I raise pigs as my primary crop because I like, enjoy pigs.  I think that they're neat animals, and I like the fact that the commitment to produce pigs is pretty big -- I don't need as many acres as beef producers do, but I do require more equipment to handle the tons of food and the collection of the tons of food. 
 

3 comments:

Urbancowgrrl said...

When we had a few chickens (in the city - so not even a full flock) I found the labor intensive stuff relaxing (cleaning the coop, feeding, watering, collecting eggs) but what I found the most labor intensive was what to do with all the poop!

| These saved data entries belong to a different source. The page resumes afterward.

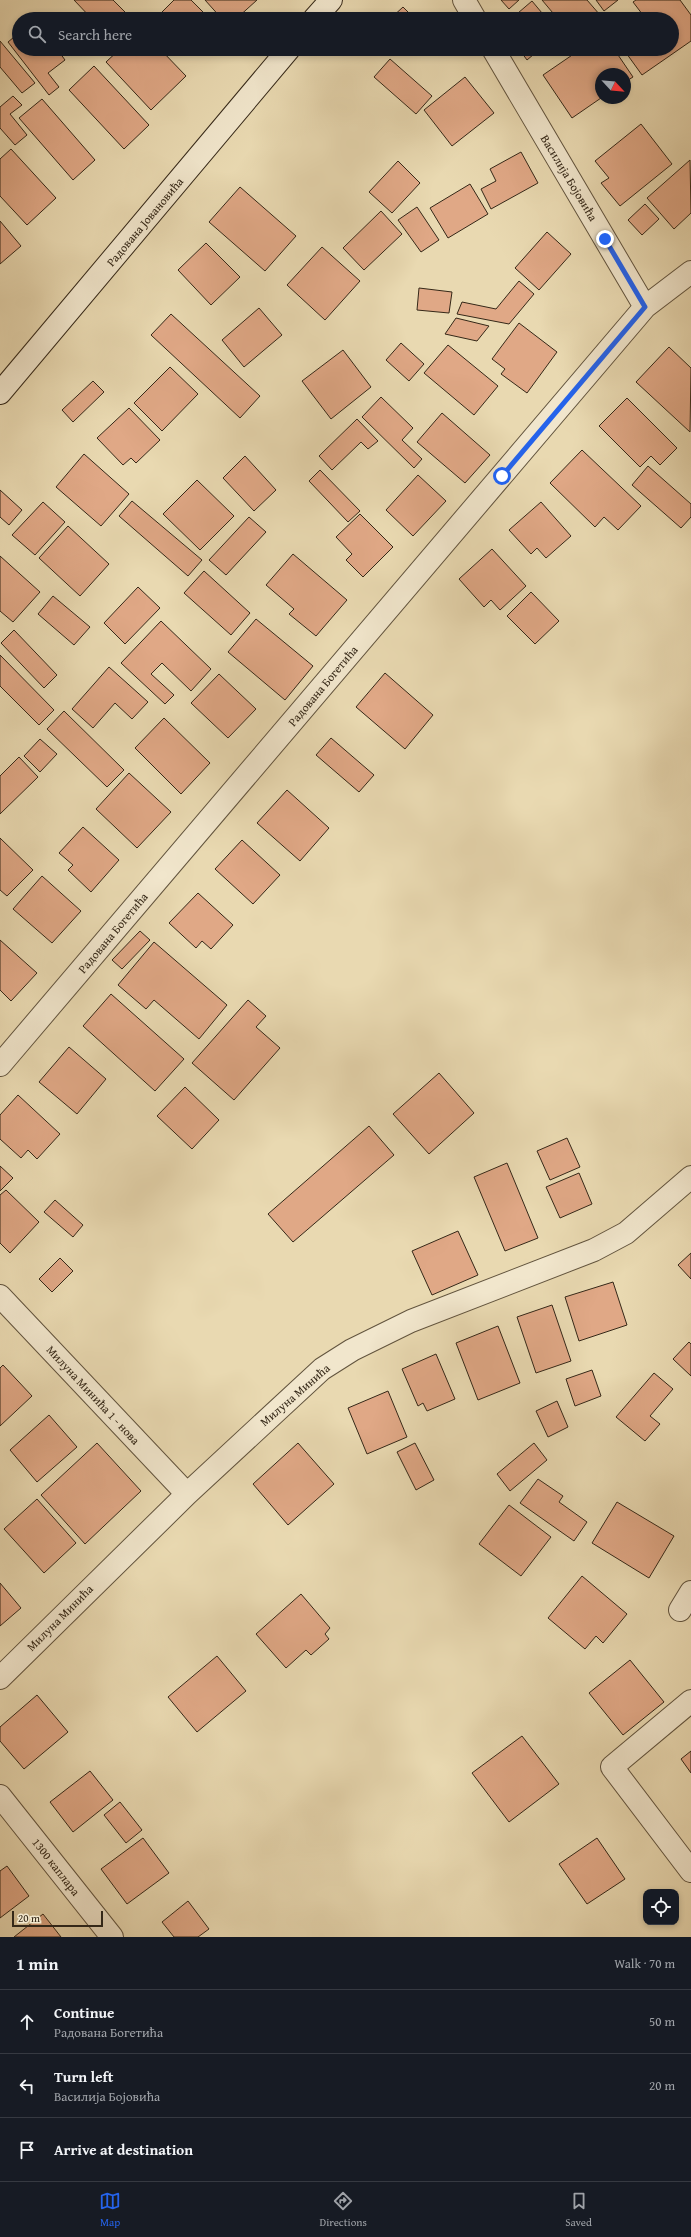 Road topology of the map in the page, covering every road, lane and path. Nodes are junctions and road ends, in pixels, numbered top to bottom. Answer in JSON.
{"nodes":[{"id":1,"x":330,"y":0,"type":"edge"},
{"id":2,"x":464,"y":0,"type":"edge"},
{"id":3,"x":320,"y":12,"type":"edge"},
{"id":4,"x":471,"y":12,"type":"edge"},
{"id":5,"x":283,"y":56,"type":"edge"},
{"id":6,"x":496,"y":56,"type":"edge"},
{"id":7,"x":691,"y":272,"type":"edge"},
{"id":8,"x":645,"y":307,"type":"junction"},
{"id":9,"x":0,"y":393,"type":"edge"},
{"id":10,"x":0,"y":1065,"type":"edge"},
{"id":11,"x":691,"y":1177,"type":"edge"},
{"id":12,"x":0,"y":1296,"type":"edge"},
{"id":13,"x":187,"y":1494,"type":"junction"},
{"id":14,"x":0,"y":1678,"type":"edge"},
{"id":15,"x":691,"y":1701,"type":"edge"},
{"id":16,"x":0,"y":1796,"type":"edge"},
{"id":17,"x":691,"y":1871,"type":"edge"},
{"id":18,"x":112,"y":1937,"type":"edge"}],
"edges":[{"from":1,"to":3,"type":"street"},
{"from":2,"to":4,"type":"street"},
{"from":5,"to":9,"type":"street","name":"Радована Јовановића"},
{"from":6,"to":8,"type":"street","name":"Василија Бојовића"},
{"from":7,"to":8,"type":"street","name":"Радована Богетића"},
{"from":8,"to":10,"type":"street","name":"Радована Богетића"},
{"from":11,"to":13,"type":"street","name":"Милуна Минића"},
{"from":12,"to":13,"type":"street","name":"Милуна Минића 1 - нова"},
{"from":13,"to":14,"type":"street","name":"Милуна Минића"},
{"from":15,"to":17,"type":"street"},
{"from":16,"to":18,"type":"street","name":"1300 каплара"}]} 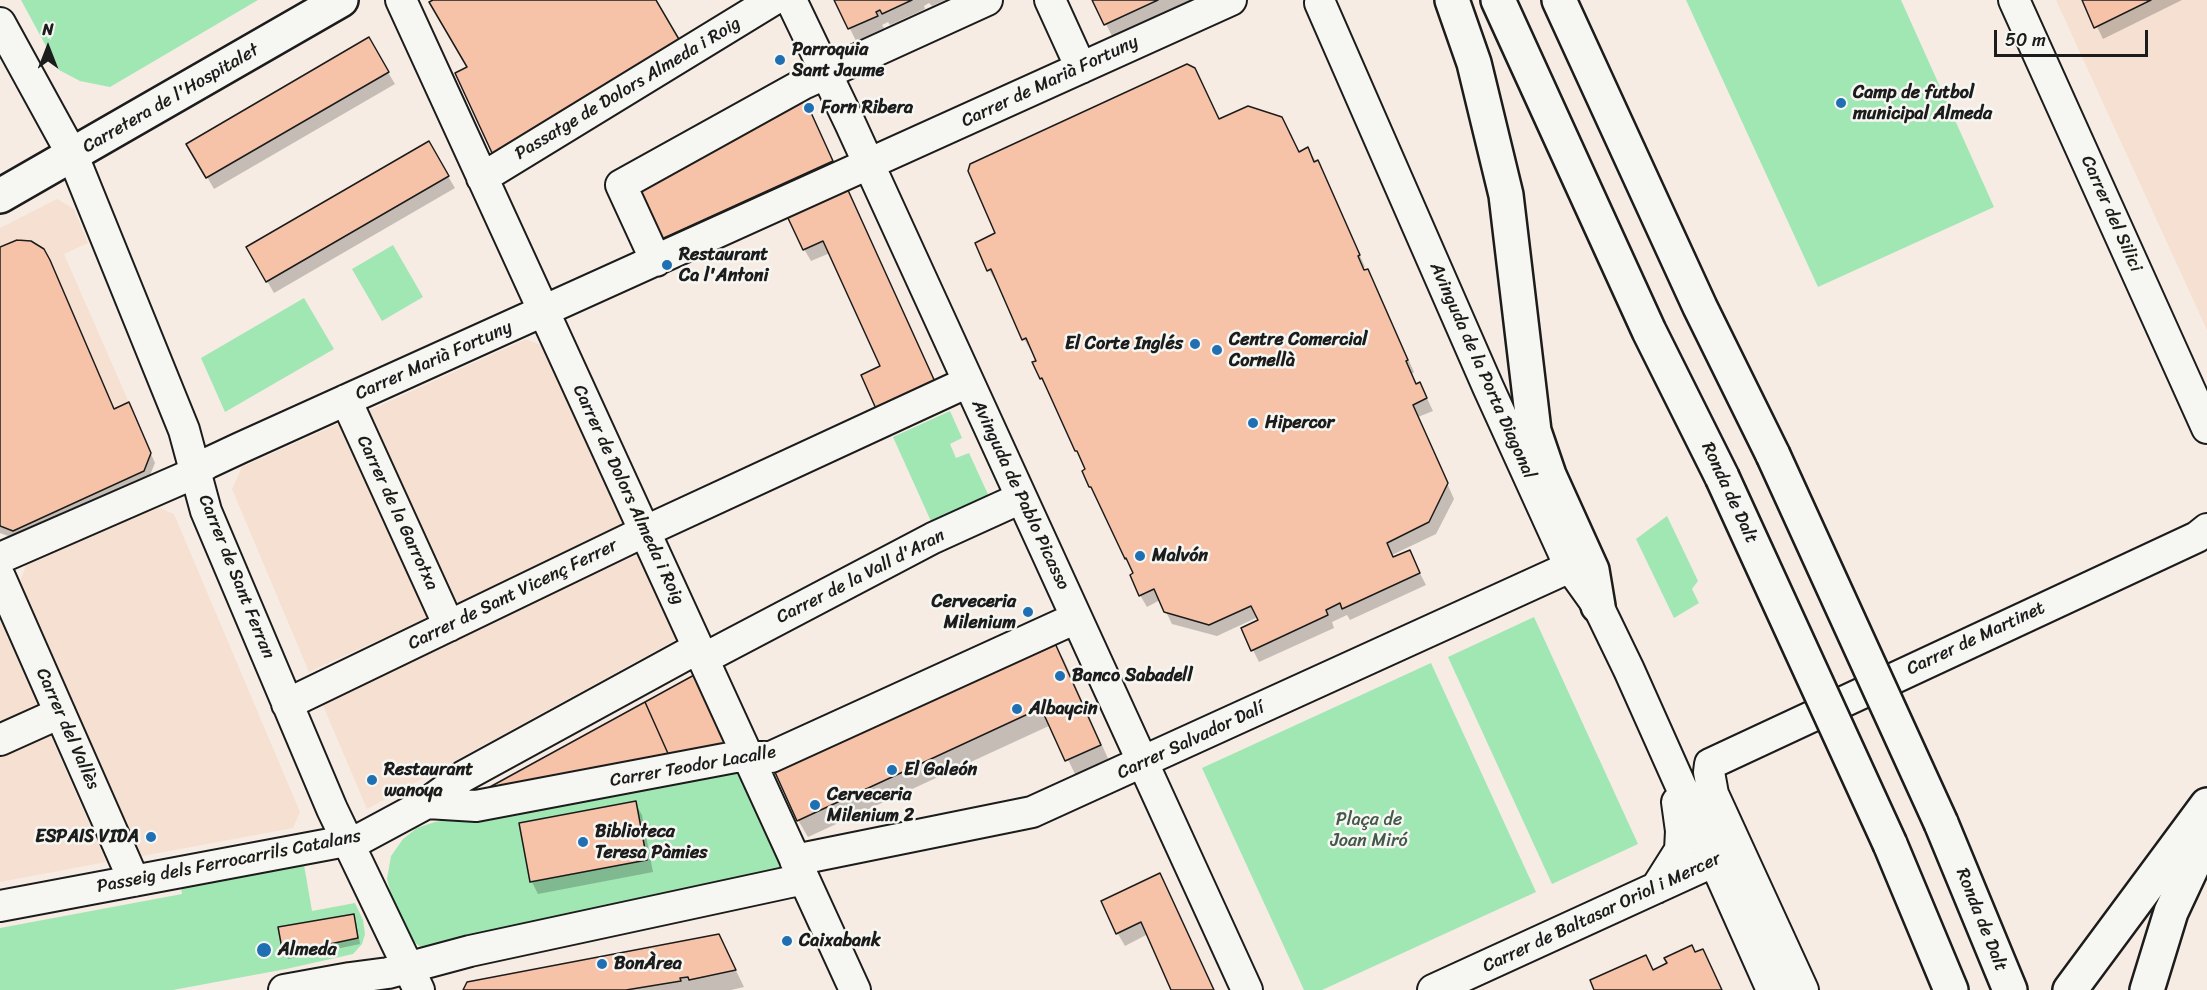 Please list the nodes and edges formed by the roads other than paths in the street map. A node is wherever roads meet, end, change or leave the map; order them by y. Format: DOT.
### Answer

We opted for composting but that also became an art of making sure it had the right mix of greens and browns and was the right temperature to compost correctly.

It was amazing how many urban chicken keepers just piled their poop in a corner of the yard and left it there forever. It's probably a lot different in the country, but when that pile is sitting on the other side of your fence on a 4k square foot lot it's pretty unpleasant.

I wish we had enough room to have a full flock of chickens at our new place. I'm one of those weird people that really enjoys chicken! Although I would like to have cattle too someday I just have a huuuuuge learning curve for them since I have no experience with them!

Anonymous said...

All paths may lead to cattle, but homemade bacon is hard to beat. And pigs are a great seasonal crop. Its hard to have cattle if you have that perspective.

goldforestfarms.blogspot.ca said...

Are you talking about farming Bruce or just homesteading stuff? Cattle also need much more infrastructure and expense than water and grass if you are trying to do it as an enterprise. How do you get your steer home from the auction? How do you get it to the butcher? Also, Raising more than 100 chickens on pasture is an exercise that will leave you never wanting to see a chicken again. Been there done that. Best farming ventures profit wise: Mushrooms, Veggies, Honey, Grains then maybe livestock.